The committee does not have enough evidence to judge whether, on balance, current tests and the regulations that surround them are likely to improve teacher preparation or divert teacher education from untested content in problematic ways. It will also be important to monitor the impact of new licensure tests and
licensure requirements on teacher education curricula and to examine the conditions under which tests are used. Given currently available data on the impact of initial licensure tests on teacher education programs, it is unclear whether and under what conditions licensure tests can and do improve teacher education.

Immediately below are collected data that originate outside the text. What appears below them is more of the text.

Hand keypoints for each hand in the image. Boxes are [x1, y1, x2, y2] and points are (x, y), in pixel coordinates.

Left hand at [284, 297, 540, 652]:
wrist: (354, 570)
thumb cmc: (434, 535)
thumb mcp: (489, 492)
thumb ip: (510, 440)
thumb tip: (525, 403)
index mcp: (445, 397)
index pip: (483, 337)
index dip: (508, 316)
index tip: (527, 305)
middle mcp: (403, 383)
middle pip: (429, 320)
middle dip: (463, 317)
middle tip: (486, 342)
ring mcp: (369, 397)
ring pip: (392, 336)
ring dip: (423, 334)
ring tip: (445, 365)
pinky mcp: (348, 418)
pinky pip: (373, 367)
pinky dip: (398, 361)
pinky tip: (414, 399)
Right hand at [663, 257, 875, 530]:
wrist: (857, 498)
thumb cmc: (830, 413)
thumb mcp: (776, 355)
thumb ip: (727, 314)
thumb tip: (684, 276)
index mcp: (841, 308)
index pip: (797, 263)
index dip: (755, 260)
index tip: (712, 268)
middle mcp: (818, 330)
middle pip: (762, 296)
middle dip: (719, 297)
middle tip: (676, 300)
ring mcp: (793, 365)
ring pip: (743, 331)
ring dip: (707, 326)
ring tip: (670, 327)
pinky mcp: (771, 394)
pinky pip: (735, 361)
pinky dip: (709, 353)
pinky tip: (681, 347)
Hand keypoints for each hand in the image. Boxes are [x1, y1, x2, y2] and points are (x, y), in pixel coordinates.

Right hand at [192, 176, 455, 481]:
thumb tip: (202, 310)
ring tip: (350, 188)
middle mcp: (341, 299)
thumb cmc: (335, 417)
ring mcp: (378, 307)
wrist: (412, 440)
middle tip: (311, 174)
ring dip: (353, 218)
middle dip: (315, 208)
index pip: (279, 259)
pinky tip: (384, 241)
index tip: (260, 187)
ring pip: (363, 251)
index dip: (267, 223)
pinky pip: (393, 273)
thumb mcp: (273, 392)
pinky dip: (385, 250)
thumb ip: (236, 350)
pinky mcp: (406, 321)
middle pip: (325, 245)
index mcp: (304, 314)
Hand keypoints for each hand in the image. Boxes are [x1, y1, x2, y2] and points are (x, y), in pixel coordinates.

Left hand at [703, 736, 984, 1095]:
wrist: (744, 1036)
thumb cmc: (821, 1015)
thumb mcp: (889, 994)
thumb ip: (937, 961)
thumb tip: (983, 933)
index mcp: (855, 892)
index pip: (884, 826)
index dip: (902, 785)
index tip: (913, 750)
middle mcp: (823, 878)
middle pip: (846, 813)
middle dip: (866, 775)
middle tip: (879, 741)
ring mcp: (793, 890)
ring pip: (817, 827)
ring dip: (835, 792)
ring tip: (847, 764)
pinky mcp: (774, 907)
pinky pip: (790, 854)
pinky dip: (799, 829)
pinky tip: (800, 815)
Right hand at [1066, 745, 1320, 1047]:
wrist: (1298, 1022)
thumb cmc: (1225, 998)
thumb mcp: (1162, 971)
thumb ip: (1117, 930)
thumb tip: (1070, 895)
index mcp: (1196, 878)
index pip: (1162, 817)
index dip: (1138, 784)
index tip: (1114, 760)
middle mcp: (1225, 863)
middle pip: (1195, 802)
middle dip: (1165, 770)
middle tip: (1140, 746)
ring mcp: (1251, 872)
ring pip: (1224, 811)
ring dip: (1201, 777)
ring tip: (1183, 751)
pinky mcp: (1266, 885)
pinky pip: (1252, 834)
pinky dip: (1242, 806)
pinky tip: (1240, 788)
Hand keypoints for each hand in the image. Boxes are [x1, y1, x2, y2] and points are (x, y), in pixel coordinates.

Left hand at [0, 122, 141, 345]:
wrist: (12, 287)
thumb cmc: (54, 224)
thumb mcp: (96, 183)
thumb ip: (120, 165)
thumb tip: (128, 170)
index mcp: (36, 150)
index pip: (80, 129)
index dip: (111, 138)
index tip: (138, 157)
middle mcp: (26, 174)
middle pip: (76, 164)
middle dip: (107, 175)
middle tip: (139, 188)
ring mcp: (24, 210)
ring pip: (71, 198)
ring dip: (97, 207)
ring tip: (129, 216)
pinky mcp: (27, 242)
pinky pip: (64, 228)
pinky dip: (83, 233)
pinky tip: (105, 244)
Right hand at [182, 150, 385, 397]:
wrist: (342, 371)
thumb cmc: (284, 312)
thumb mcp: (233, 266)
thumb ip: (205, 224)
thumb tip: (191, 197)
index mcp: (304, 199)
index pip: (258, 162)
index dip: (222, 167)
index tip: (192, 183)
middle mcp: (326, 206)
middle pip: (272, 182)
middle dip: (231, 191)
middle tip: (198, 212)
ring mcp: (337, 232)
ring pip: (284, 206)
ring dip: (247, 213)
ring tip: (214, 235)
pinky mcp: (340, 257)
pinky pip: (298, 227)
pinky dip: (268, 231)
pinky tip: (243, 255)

HOLDING STATES AND HIGHER EDUCATION INSTITUTIONS ACCOUNTABLE
In 1998 Congress amended Title II of the Higher Education Act (HEA) to promote teacher quality in two ways (P.L. 105–244). Teacher quality enhancement grants were authorized for states and for partnerships including at least an institution of higher education and a high-need school district. Additionally, public reporting and accountability requirements were established for states receiving funds authorized by the law and for institutions of higher education with teacher preparation programs enrolling students receiving aid under the HEA.
The law has several purposes (see Box 7–1). The overriding purpose is to improve student achievement. To this end, the federal government seeks improvement in the preparation of prospective teachers and the quality of professional development for current teachers. The law also holds institutions of higher education with teacher preparation programs accountable for preparing teachers who have the necessary teaching skills and content knowledge. Additionally, it encourages efforts to recruit qualified individuals into teaching, including those now in other occupations.
The teacher quality enhancement grants for states and partnerships may be used to address the purposes of Title II in several ways. States are permitted to use the funds for implementing reforms to hold institutions of higher education with
BOX 7–1 Title II Purposes
SOURCE: Higher Education Reauthorization Act, 1998. |
teacher preparation programs accountable for preparing new teachers who will be competent to teach in their planned areas. Funds can be used to reform teacher certification or licensure requirements. Grants can be used to establish, expand, or improve alternatives to traditional routes to certification or licensure in teacher preparation programs. Additionally, funds can be used to develop and implement new ways to recruit highly qualified teachers, provide financial rewards to those who are highly effective, and remove those who are not competent.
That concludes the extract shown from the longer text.